> _Records from a data collection_:
#####

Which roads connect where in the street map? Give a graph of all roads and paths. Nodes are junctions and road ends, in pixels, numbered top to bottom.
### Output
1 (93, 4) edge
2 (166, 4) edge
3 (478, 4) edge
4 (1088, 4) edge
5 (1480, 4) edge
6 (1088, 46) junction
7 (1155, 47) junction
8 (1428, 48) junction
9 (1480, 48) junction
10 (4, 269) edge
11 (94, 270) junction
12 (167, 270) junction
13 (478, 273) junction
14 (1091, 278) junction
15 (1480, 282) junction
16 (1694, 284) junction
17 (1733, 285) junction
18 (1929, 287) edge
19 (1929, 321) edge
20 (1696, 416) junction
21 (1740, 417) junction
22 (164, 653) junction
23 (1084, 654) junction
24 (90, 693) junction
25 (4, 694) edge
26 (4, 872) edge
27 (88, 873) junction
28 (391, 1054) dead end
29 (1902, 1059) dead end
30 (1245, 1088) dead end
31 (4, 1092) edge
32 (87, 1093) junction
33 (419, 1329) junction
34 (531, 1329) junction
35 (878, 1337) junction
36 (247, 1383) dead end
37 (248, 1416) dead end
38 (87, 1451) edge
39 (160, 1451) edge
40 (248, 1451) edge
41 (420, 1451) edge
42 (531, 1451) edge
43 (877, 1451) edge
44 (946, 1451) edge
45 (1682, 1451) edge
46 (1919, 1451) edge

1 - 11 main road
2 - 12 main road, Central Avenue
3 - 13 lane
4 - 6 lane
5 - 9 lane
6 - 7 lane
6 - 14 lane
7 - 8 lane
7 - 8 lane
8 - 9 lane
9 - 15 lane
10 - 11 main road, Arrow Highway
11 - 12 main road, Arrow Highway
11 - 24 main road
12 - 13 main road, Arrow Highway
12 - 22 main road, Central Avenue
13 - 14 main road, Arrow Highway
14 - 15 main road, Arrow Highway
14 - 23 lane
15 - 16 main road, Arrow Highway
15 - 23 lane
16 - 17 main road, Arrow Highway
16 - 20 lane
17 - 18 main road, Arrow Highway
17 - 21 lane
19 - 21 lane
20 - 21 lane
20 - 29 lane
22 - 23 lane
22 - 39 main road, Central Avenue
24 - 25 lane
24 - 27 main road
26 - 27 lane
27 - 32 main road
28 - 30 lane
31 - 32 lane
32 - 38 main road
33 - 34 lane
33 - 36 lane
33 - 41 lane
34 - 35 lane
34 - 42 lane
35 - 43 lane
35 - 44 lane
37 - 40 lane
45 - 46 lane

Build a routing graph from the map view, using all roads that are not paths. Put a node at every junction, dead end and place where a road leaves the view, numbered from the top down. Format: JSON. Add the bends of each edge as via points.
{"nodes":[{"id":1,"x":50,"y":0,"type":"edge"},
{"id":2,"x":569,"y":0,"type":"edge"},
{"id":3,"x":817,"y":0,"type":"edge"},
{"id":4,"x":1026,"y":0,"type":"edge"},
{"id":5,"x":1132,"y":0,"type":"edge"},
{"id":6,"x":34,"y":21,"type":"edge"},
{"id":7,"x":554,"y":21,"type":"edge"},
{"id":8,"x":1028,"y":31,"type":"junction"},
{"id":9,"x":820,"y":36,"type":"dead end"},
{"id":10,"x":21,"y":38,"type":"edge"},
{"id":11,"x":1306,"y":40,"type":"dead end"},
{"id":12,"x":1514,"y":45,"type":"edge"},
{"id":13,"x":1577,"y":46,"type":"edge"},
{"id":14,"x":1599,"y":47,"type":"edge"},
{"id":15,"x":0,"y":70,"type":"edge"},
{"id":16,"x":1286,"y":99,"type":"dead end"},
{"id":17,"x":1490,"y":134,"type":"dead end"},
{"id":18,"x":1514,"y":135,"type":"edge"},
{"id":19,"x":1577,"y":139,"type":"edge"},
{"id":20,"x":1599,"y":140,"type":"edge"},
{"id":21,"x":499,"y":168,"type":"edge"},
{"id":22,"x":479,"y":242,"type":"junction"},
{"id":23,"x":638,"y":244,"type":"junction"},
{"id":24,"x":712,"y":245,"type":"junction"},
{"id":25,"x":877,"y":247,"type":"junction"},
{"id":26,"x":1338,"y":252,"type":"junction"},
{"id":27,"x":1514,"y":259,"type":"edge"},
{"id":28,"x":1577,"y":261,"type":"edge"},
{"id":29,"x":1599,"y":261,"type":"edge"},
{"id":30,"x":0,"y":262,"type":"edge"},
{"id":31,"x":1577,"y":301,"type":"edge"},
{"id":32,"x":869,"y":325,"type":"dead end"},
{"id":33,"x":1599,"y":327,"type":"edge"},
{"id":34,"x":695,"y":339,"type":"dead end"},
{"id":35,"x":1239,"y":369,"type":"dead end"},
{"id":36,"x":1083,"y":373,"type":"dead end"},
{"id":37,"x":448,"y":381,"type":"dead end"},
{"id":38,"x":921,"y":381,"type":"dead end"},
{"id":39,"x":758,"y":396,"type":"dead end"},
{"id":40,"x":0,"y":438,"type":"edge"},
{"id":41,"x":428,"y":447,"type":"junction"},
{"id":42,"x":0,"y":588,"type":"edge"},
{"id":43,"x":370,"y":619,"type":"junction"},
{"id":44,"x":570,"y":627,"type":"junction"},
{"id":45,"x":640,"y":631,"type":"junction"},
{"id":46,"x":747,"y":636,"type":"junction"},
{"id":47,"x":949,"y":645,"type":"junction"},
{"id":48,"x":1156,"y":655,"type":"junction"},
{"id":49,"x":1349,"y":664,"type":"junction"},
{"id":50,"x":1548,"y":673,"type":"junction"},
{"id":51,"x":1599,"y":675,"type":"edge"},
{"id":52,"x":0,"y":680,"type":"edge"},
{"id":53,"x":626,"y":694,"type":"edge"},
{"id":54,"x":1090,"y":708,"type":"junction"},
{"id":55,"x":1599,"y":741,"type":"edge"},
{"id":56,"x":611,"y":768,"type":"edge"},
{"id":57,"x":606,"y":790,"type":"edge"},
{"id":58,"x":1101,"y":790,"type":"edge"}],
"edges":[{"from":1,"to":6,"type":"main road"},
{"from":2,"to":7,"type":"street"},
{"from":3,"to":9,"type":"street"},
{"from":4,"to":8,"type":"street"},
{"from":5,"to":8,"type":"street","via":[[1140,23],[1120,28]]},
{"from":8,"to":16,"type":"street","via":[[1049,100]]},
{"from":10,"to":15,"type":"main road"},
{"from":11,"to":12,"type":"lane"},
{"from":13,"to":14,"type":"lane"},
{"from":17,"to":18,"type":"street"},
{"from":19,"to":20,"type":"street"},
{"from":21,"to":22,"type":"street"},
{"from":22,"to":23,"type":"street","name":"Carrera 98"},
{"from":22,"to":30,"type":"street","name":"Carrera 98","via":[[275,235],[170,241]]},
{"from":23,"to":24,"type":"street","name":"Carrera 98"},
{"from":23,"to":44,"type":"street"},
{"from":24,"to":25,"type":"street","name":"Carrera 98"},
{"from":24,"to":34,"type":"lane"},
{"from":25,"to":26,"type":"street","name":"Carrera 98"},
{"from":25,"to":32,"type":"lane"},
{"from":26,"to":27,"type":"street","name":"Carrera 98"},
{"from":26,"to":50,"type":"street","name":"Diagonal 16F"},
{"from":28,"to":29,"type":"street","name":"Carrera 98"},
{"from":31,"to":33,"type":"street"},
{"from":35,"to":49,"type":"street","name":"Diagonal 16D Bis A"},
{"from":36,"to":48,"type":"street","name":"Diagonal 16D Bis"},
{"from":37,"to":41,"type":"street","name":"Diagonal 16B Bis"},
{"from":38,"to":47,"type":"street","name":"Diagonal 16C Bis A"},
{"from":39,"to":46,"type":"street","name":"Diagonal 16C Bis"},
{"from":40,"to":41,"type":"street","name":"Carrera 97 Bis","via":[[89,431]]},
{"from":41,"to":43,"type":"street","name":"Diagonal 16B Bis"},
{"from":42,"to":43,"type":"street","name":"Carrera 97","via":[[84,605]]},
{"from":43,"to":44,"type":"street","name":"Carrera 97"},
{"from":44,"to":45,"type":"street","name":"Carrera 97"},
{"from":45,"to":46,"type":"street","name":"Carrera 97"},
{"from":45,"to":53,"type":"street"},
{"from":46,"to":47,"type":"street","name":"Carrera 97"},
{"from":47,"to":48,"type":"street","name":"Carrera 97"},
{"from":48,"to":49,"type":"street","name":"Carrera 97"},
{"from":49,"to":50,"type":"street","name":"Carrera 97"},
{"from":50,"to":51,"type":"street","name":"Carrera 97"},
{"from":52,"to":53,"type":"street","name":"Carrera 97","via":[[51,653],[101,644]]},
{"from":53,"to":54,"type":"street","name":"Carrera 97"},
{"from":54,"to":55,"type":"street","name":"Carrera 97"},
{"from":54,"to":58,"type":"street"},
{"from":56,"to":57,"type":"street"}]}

#####

> _Exercise description_: Copy, from the data above, every line where the word "numbered" appears.

> _Response below_:
Which roads connect where in the street map? Give a graph of all roads and paths. Nodes are junctions and road ends, in pixels, numbered top to bottom.
Build a routing graph from the map view, using all roads that are not paths. Put a node at every junction, dead end and place where a road leaves the view, numbered from the top down. Format: JSON. Add the bends of each edge as via points.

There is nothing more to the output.